Olu Familoni has written plays, screenplays, and short fiction. His debut collection of stories, Smithereens of Death, won the ANA Prize for Short Stories in 2015; his debut play, Every Single Day, was selected by the British Council as part of the Lagos Theatre Festival in 2016; he wrote a children’s book, I Will Call My Brother For You, in 2019, and his second collection of stories, This Blue Thing, will be out in the first quarter of 2020. His works have appeared in Panorama Journal, Bakwa Magazine, Jalada Africa, Afridiaspora Anthology, Kikwetu Literary Journal, Ake Review, and others. He presently lives in Ibadan, Nigeria, where he works on radio and is working on a novella.

Abdulbaki Ahmad is a poet, essayist and short-story writer currently rounding up his Electrical Engineering B.Eng program at Kano University of Science and Technology, Wudil. He was the 2019 first-prize winner of the National Engineering Science and Tech Essay Competition (NESTEC) and a 2018 finalist of I Found it Short Story Contest. He has been featured in various international and local anthologies. He currently writes from Kano.

Adeogo Adedeji a Nigerian poet and chess enthusiast. Always learning.

I.S. Jones is a queer American / Nigerian poet and music journalist.
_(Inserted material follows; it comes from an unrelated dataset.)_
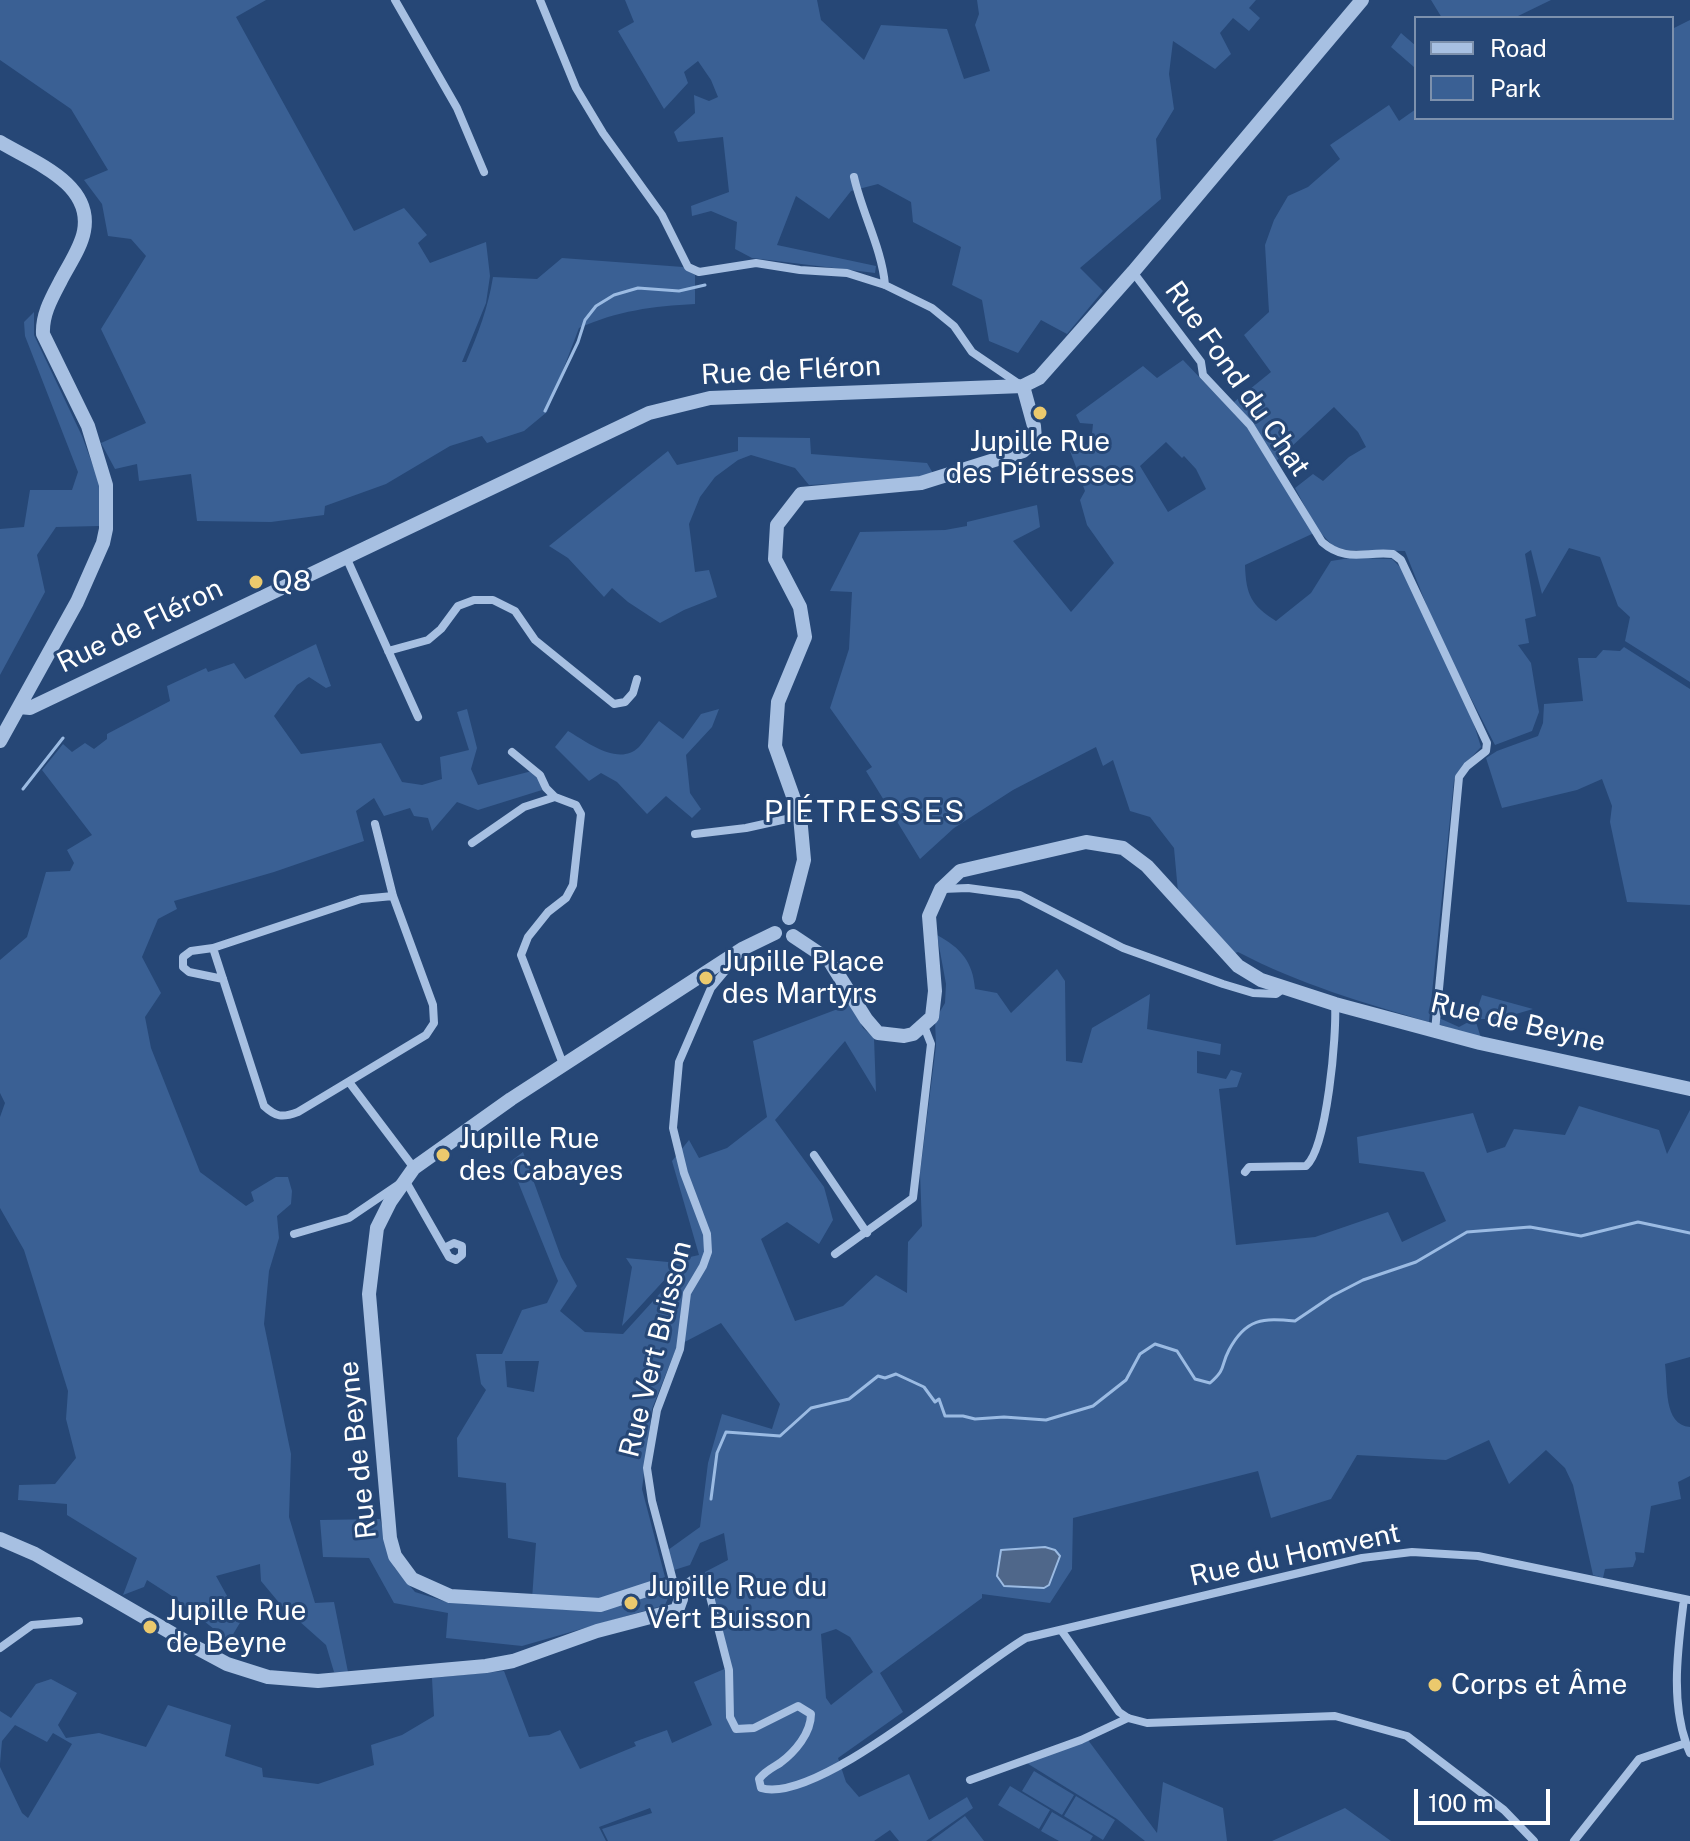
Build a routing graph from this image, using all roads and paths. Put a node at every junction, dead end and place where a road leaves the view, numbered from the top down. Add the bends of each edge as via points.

She is a Graduate Fellow with The Watering Hole and holds fellowships from Callaloo, BOAAT Writer’s Retreat, and Brooklyn Poets. She is the 2018 winner of the Brittle Paper Award in Poetry. I.S. hosts a month-long workshop every April, called The Singing Bullet. She is a Book Editor with Indolent Books, Editor at Voicemail Poems, freelances for Complex, Earmilk, NBC News Think, Ambrosia for Heads and elsewhere. Her works have appeared or are forthcoming in Guernica, The Rumpus, The Offing, The Shade Journal, Nat. Brut, Puerto Del Sol and elsewhere. Alongside Nome Patrick Emeka, she is the co-editor of the Young African Poets Anthology. She is an MFA candidate in Poetry at UW-Madison as well as the 2019 Kemper K. Knapp University Fellowship recipient. She splits her time between Southern California and New York.

Bruce Meyer is author or editor of 64 books of poetry, short fiction, flash fiction, non-fiction, and literary journalism.

The winners would be release in June, 2020.

And below is a pdf that contains the judge’s comment. It’s a free download!

Hearty congratulations to all!

Thank you.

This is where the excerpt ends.